● **Dataset excerpts**
========================================

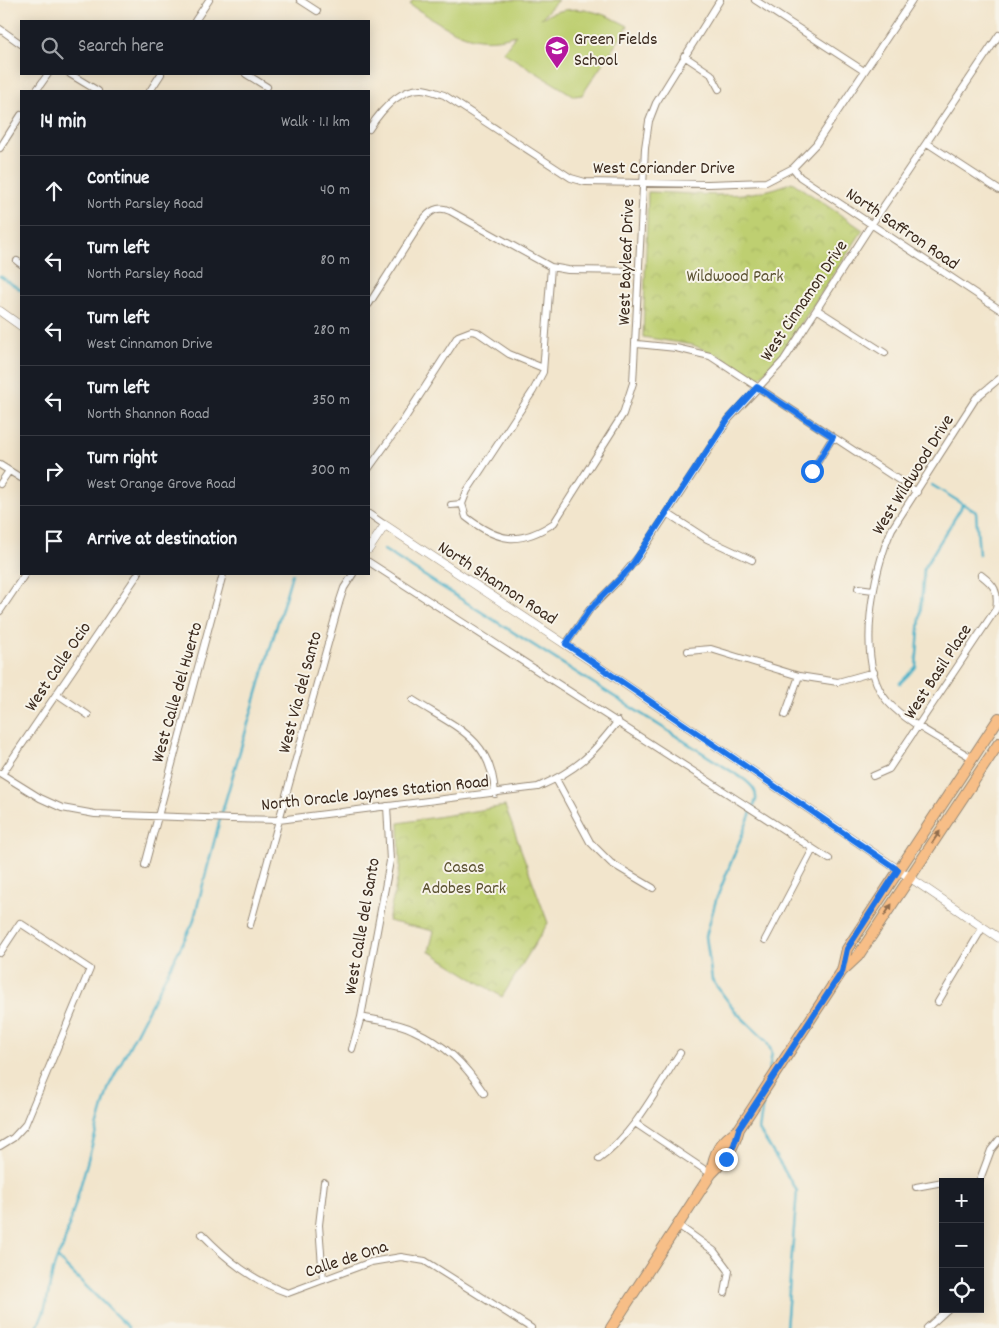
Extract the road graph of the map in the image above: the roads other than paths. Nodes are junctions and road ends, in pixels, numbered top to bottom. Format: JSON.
{"nodes":[{"id":1,"x":209,"y":0,"type":"edge"},
{"id":2,"x":300,"y":0,"type":"edge"},
{"id":3,"x":720,"y":0,"type":"edge"},
{"id":4,"x":756,"y":0,"type":"edge"},
{"id":5,"x":912,"y":0,"type":"edge"},
{"id":6,"x":317,"y":11,"type":"dead end"},
{"id":7,"x":196,"y":20,"type":"edge"},
{"id":8,"x":0,"y":29,"type":"edge"},
{"id":9,"x":999,"y":35,"type":"edge"},
{"id":10,"x":20,"y":43,"type":"edge"},
{"id":11,"x":684,"y":56,"type":"junction"},
{"id":12,"x":864,"y":71,"type":"junction"},
{"id":13,"x":47,"y":75,"type":"edge"},
{"id":14,"x":72,"y":75,"type":"edge"},
{"id":15,"x":160,"y":75,"type":"edge"},
{"id":16,"x":248,"y":75,"type":"edge"},
{"id":17,"x":267,"y":87,"type":"dead end"},
{"id":18,"x":719,"y":89,"type":"dead end"},
{"id":19,"x":37,"y":90,"type":"edge"},
{"id":20,"x":96,"y":90,"type":"edge"},
{"id":21,"x":151,"y":90,"type":"edge"},
{"id":22,"x":20,"y":117,"type":"edge"},
{"id":23,"x":370,"y":127,"type":"edge"},
{"id":24,"x":927,"y":143,"type":"junction"},
{"id":25,"x":0,"y":148,"type":"edge"},
{"id":26,"x":792,"y":168,"type":"junction"},
{"id":27,"x":643,"y":182,"type":"junction"},
{"id":28,"x":999,"y":190,"type":"edge"},
{"id":29,"x":871,"y":225,"type":"junction"},
{"id":30,"x":551,"y":267,"type":"junction"},
{"id":31,"x":640,"y":271,"type":"junction"},
{"id":32,"x":370,"y":302,"type":"edge"},
{"id":33,"x":818,"y":310,"type":"junction"},
{"id":34,"x":999,"y":310,"type":"edge"},
{"id":35,"x":0,"y":311,"type":"edge"},
{"id":36,"x":20,"y":325,"type":"edge"},
{"id":37,"x":637,"y":344,"type":"junction"},
{"id":38,"x":885,"y":353,"type":"dead end"},
{"id":39,"x":543,"y":368,"type":"junction"},
{"id":40,"x":999,"y":379,"type":"edge"},
{"id":41,"x":757,"y":387,"type":"junction"},
{"id":42,"x":833,"y":437,"type":"junction"},
{"id":43,"x":0,"y":465,"type":"edge"},
{"id":44,"x":370,"y":467,"type":"edge"},
{"id":45,"x":9,"y":471,"type":"junction"},
{"id":46,"x":812,"y":471,"type":"dead end"},
{"id":47,"x":20,"y":477,"type":"edge"},
{"id":48,"x":0,"y":484,"type":"edge"},
{"id":49,"x":917,"y":492,"type":"junction"},
{"id":50,"x":462,"y":504,"type":"junction"},
{"id":51,"x":451,"y":505,"type":"dead end"},
{"id":52,"x":667,"y":513,"type":"junction"},
{"id":53,"x":370,"y":515,"type":"edge"},
{"id":54,"x":385,"y":525,"type":"junction"},
{"id":55,"x":370,"y":548,"type":"edge"},
{"id":56,"x":752,"y":560,"type":"dead end"},
{"id":57,"x":370,"y":563,"type":"edge"},
{"id":58,"x":24,"y":575,"type":"edge"},
{"id":59,"x":137,"y":575,"type":"edge"},
{"id":60,"x":224,"y":575,"type":"edge"},
{"id":61,"x":352,"y":575,"type":"edge"},
{"id":62,"x":981,"y":575,"type":"dead end"},
{"id":63,"x":858,"y":588,"type":"dead end"},
{"id":64,"x":874,"y":590,"type":"junction"},
{"id":65,"x":0,"y":611,"type":"edge"},
{"id":66,"x":566,"y":644,"type":"junction"},
{"id":67,"x":688,"y":651,"type":"dead end"},
{"id":68,"x":874,"y":672,"type":"junction"},
{"id":69,"x":799,"y":676,"type":"junction"},
{"id":70,"x":57,"y":694,"type":"junction"},
{"id":71,"x":413,"y":700,"type":"dead end"},
{"id":72,"x":88,"y":715,"type":"dead end"},
{"id":73,"x":785,"y":715,"type":"dead end"},
{"id":74,"x":999,"y":718,"type":"edge"},
{"id":75,"x":618,"y":722,"type":"junction"},
{"id":76,"x":920,"y":725,"type":"junction"},
{"id":77,"x":999,"y":743,"type":"edge"},
{"id":78,"x":972,"y":758,"type":"junction"},
{"id":79,"x":1,"y":774,"type":"edge"},
{"id":80,"x":873,"y":776,"type":"dead end"},
{"id":81,"x":556,"y":779,"type":"junction"},
{"id":82,"x":495,"y":794,"type":"junction"},
{"id":83,"x":387,"y":806,"type":"junction"},
{"id":84,"x":157,"y":817,"type":"junction"},
{"id":85,"x":279,"y":820,"type":"junction"},
{"id":86,"x":813,"y":849,"type":"junction"},
{"id":87,"x":829,"y":859,"type":"dead end"},
{"id":88,"x":145,"y":865,"type":"dead end"},
{"id":89,"x":898,"y":870,"type":"junction"},
{"id":90,"x":909,"y":877,"type":"junction"},
{"id":91,"x":653,"y":888,"type":"dead end"},
{"id":92,"x":250,"y":926,"type":"dead end"},
{"id":93,"x":983,"y":927,"type":"junction"},
{"id":94,"x":999,"y":938,"type":"edge"},
{"id":95,"x":765,"y":940,"type":"dead end"},
{"id":96,"x":0,"y":953,"type":"edge"},
{"id":97,"x":842,"y":972,"type":"junction"},
{"id":98,"x":938,"y":1002,"type":"dead end"},
{"id":99,"x":360,"y":1017,"type":"junction"},
{"id":100,"x":352,"y":1049,"type":"dead end"},
{"id":101,"x":680,"y":1053,"type":"dead end"},
{"id":102,"x":484,"y":1093,"type":"dead end"},
{"id":103,"x":635,"y":1123,"type":"junction"},
{"id":104,"x":999,"y":1140,"type":"edge"},
{"id":105,"x":0,"y":1146,"type":"edge"},
{"id":106,"x":598,"y":1159,"type":"dead end"},
{"id":107,"x":711,"y":1174,"type":"junction"},
{"id":108,"x":980,"y":1178,"type":"edge"},
{"id":109,"x":324,"y":1182,"type":"dead end"},
{"id":110,"x":939,"y":1183,"type":"edge"},
{"id":111,"x":916,"y":1187,"type":"dead end"},
{"id":112,"x":678,"y":1225,"type":"junction"},
{"id":113,"x":202,"y":1234,"type":"dead end"},
{"id":114,"x":323,"y":1280,"type":"junction"},
{"id":115,"x":725,"y":1293,"type":"dead end"},
{"id":116,"x":944,"y":1313,"type":"edge"},
{"id":117,"x":531,"y":1328,"type":"edge"},
{"id":118,"x":611,"y":1328,"type":"edge"},
{"id":119,"x":927,"y":1328,"type":"edge"}],
"edges":[{"from":1,"to":7,"type":"street"},
{"from":2,"to":6,"type":"street"},
{"from":3,"to":11,"type":"street","name":"West Bayleaf Drive"},
{"from":4,"to":12,"type":"street"},
{"from":5,"to":12,"type":"street","name":"West Coriander Drive"},
{"from":8,"to":10,"type":"street"},
{"from":9,"to":24,"type":"street","name":"West Cinnamon Drive"},
{"from":11,"to":18,"type":"street"},
{"from":11,"to":27,"type":"street","name":"West Bayleaf Drive"},
{"from":12,"to":26,"type":"street","name":"West Coriander Drive"},
{"from":13,"to":19,"type":"street"},
{"from":14,"to":20,"type":"street"},
{"from":15,"to":21,"type":"street"},
{"from":16,"to":17,"type":"street"},
{"from":22,"to":25,"type":"street"},
{"from":23,"to":27,"type":"street","name":"West Coriander Drive"},
{"from":24,"to":28,"type":"street"},
{"from":24,"to":29,"type":"street","name":"West Cinnamon Drive"},
{"from":26,"to":27,"type":"street","name":"West Coriander Drive"},
{"from":26,"to":29,"type":"street","name":"North Saffron Road"},
{"from":27,"to":31,"type":"street","name":"West Bayleaf Drive"},
{"from":29,"to":33,"type":"street","name":"West Cinnamon Drive"},
{"from":29,"to":34,"type":"street","name":"North Saffron Road"},
{"from":30,"to":31,"type":"street"},
{"from":30,"to":32,"type":"street"},
{"from":30,"to":39,"type":"street"},
{"from":31,"to":37,"type":"street","name":"West Bayleaf Drive"},
{"from":33,"to":38,"type":"street"},
{"from":33,"to":41,"type":"street","name":"West Cinnamon Drive"},
{"from":35,"to":36,"type":"street"},
{"from":37,"to":41,"type":"street"},
{"from":37,"to":50,"type":"street","name":"West Bayleaf Drive"},
{"from":39,"to":44,"type":"street"},
{"from":39,"to":50,"type":"street"},
{"from":40,"to":49,"type":"street","name":"West Wildwood Drive"},
{"from":41,"to":42,"type":"street"},
{"from":41,"to":52,"type":"street","name":"West Cinnamon Drive"},
{"from":42,"to":46,"type":"street"},
{"from":42,"to":49,"type":"street"},
{"from":43,"to":45,"type":"street"},
{"from":45,"to":47,"type":"street"},
{"from":45,"to":48,"type":"street"},
{"from":49,"to":64,"type":"street","name":"West Wildwood Drive"},
{"from":50,"to":51,"type":"street"},
{"from":52,"to":56,"type":"street"},
{"from":52,"to":66,"type":"street","name":"West Cinnamon Drive"},
{"from":53,"to":54,"type":"street","name":"North Shannon Road"},
{"from":54,"to":55,"type":"street"},
{"from":54,"to":66,"type":"street","name":"North Shannon Road"},
{"from":57,"to":75,"type":"street"},
{"from":58,"to":65,"type":"street"},
{"from":59,"to":70,"type":"street","name":"West Calle Ocio"},
{"from":60,"to":84,"type":"street","name":"West Calle del Huerto"},
{"from":61,"to":85,"type":"street","name":"West Via del Santo"},
{"from":62,"to":76,"type":"street","name":"West Basil Place"},
{"from":63,"to":64,"type":"street"},
{"from":64,"to":68,"type":"street","name":"West Wildwood Drive"},
{"from":66,"to":89,"type":"street","name":"North Shannon Road"},
{"from":67,"to":69,"type":"street"},
{"from":68,"to":69,"type":"street"},
{"from":68,"to":76,"type":"street","name":"West Wildwood Drive"},
{"from":69,"to":73,"type":"street"},
{"from":70,"to":72,"type":"street"},
{"from":70,"to":79,"type":"street","name":"West Calle Ocio"},
{"from":71,"to":82,"type":"street"},
{"from":74,"to":78,"type":"main road"},
{"from":75,"to":81,"type":"street","name":"North Oracle Jaynes Station Road"},
{"from":75,"to":86,"type":"street"},
{"from":76,"to":78,"type":"street","name":"West Wildwood Drive"},
{"from":76,"to":80,"type":"street","name":"West Basil Place"},
{"from":90,"to":77,"type":"main road","one_way":true},
{"from":78,"to":89,"type":"main road"},
{"from":79,"to":84,"type":"street","name":"North Oracle Jaynes Station Road"},
{"from":81,"to":82,"type":"street","name":"North Oracle Jaynes Station Road"},
{"from":81,"to":91,"type":"street"},
{"from":82,"to":83,"type":"street","name":"North Oracle Jaynes Station Road"},
{"from":83,"to":85,"type":"street","name":"North Oracle Jaynes Station Road"},
{"from":83,"to":99,"type":"street","name":"West Calle del Santo"},
{"from":84,"to":85,"type":"street","name":"North Oracle Jaynes Station Road"},
{"from":84,"to":88,"type":"street","name":"West Calle del Huerto"},
{"from":85,"to":92,"type":"street","name":"West Via del Santo"},
{"from":86,"to":87,"type":"street"},
{"from":86,"to":95,"type":"street"},
{"from":89,"to":90,"type":"street","name":"North Shannon Road"},
{"from":89,"to":97,"type":"main road"},
{"from":90,"to":93,"type":"street","name":"North Shannon Road"},
{"from":97,"to":90,"type":"main road","one_way":true},
{"from":93,"to":94,"type":"street","name":"North Shannon Road"},
{"from":93,"to":98,"type":"street"},
{"from":96,"to":105,"type":"street"},
{"from":97,"to":107,"type":"main road"},
{"from":99,"to":100,"type":"street","name":"West Calle del Santo"},
{"from":99,"to":102,"type":"street"},
{"from":101,"to":103,"type":"street"},
{"from":103,"to":106,"type":"street"},
{"from":103,"to":107,"type":"street"},
{"from":104,"to":108,"type":"street"},
{"from":107,"to":112,"type":"main road"},
{"from":109,"to":114,"type":"street"},
{"from":110,"to":111,"type":"street"},
{"from":112,"to":115,"type":"street"},
{"from":112,"to":118,"type":"main road"},
{"from":113,"to":114,"type":"street","name":"Calle de Ona"},
{"from":114,"to":117,"type":"street","name":"Calle de Ona"},
{"from":116,"to":119,"type":"street"}]}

========================================

● **The task**
In the listing, find all lines with the string "Coriander" and copy them.

● **The answer**
{"from":5,"to":12,"type":"street","name":"West Coriander Drive"},
{"from":12,"to":26,"type":"street","name":"West Coriander Drive"},
{"from":23,"to":27,"type":"street","name":"West Coriander Drive"},
{"from":26,"to":27,"type":"street","name":"West Coriander Drive"},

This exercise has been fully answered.